Chancellor Devinder Malhotra of the Minnesota State higher education system made his way through the state last week, visiting 20 cities in four days, with one thing on his mind: workforce development scholarships.
One of the stops on his very tight schedule was Alexandria Technical and Community College, where on Wednesday, July 10, he talked about the expansion of the scholarship program, looking to promote it and hopefully spark further offers from businesses to match state dollars.
He was joined by others, including ATCC's new president, Michael Seymour, and its vice president of academic and student affairs, Gregg Raisanen, who also said a few words.

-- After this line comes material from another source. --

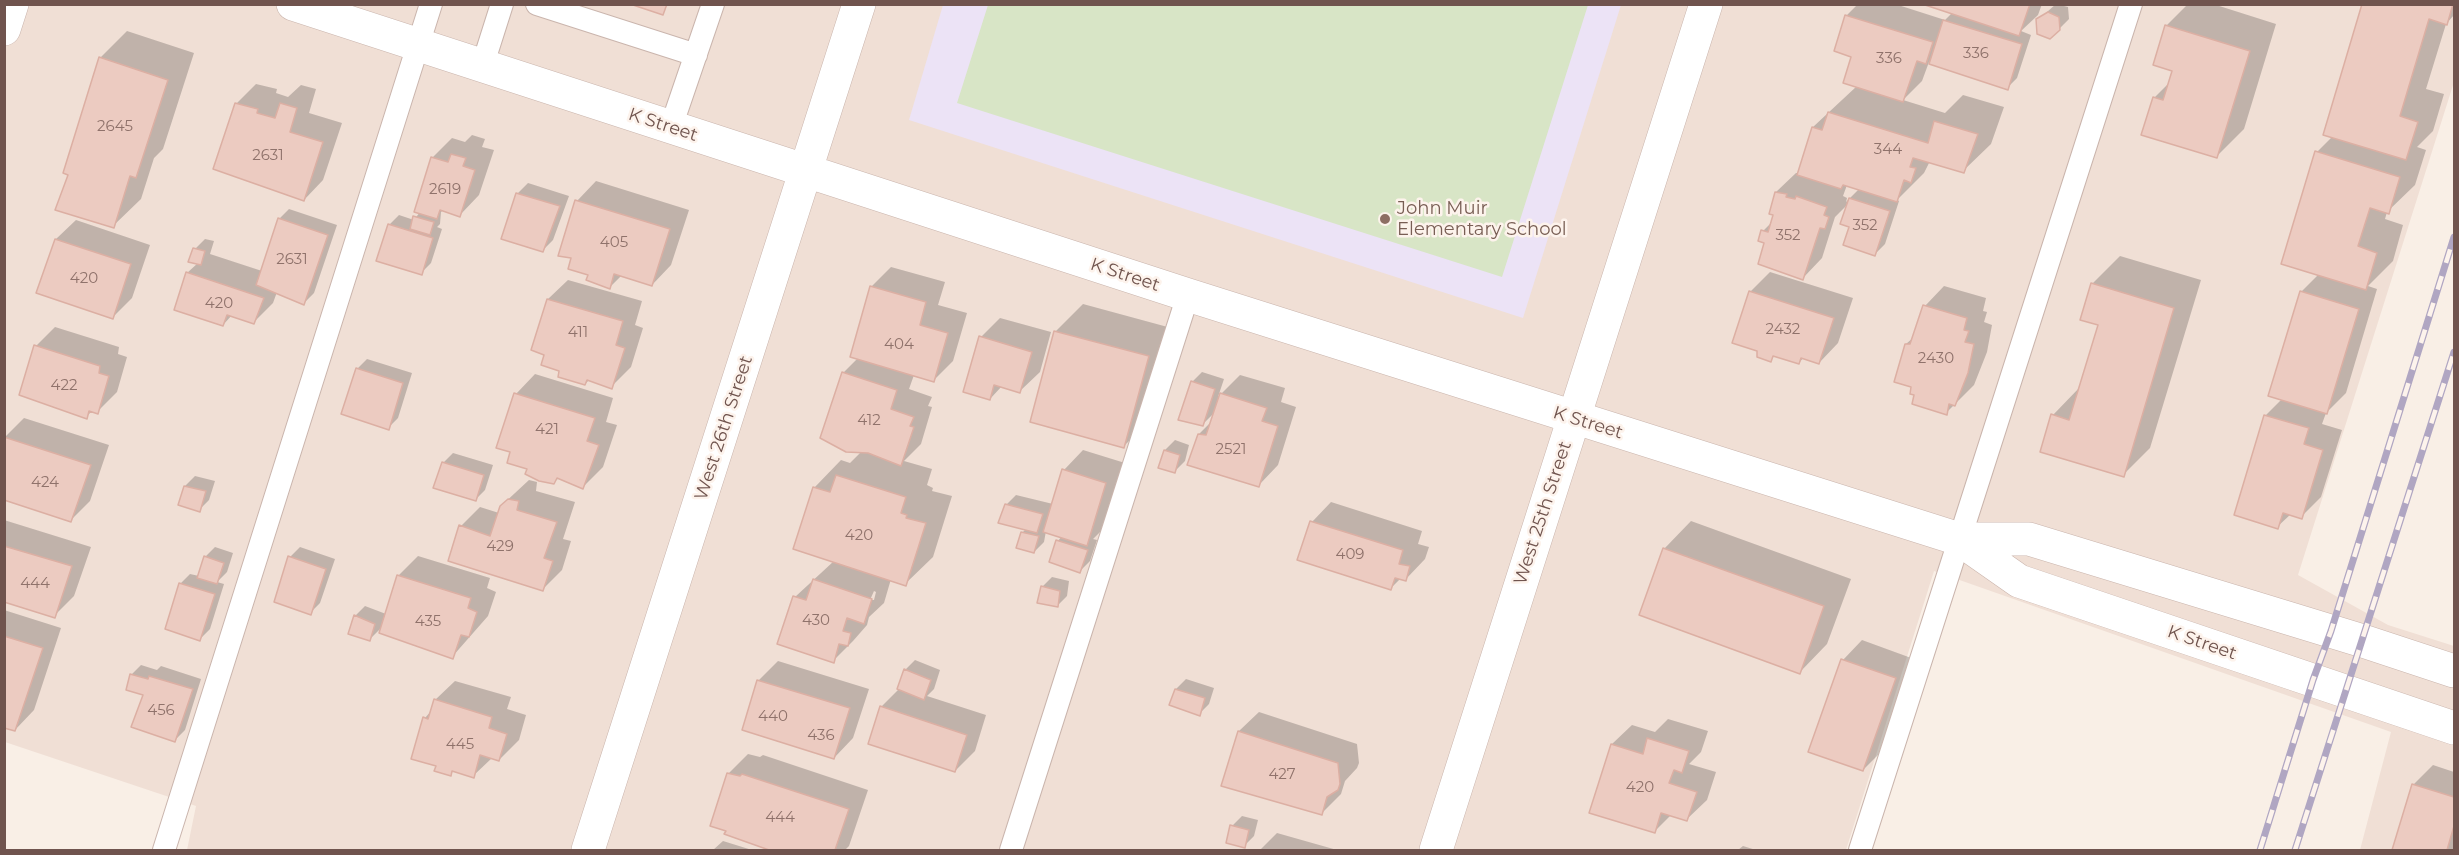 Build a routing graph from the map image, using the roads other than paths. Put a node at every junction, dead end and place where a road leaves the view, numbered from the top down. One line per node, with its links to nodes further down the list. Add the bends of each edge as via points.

The scholarships being offered are substantial, and would amount to roughly half of tuition and fees at the 30 two-year colleges in the system.
During his speech, Malhotra said he wants to raise the level of awareness of workforce shortages because not everybody knows about them.
"Our ability to address workforce shortages determines the prosperity and vibrancy of our state," Malhotra said.
He said colleges play a role in workforce challenges; 75% of additional emerging jobs require post-secondary connections.
"We need more skills and we need them now," said Bernie Omann, director of government relations for Minnesota State. He is also the liaison for the chancellor's office with legislators.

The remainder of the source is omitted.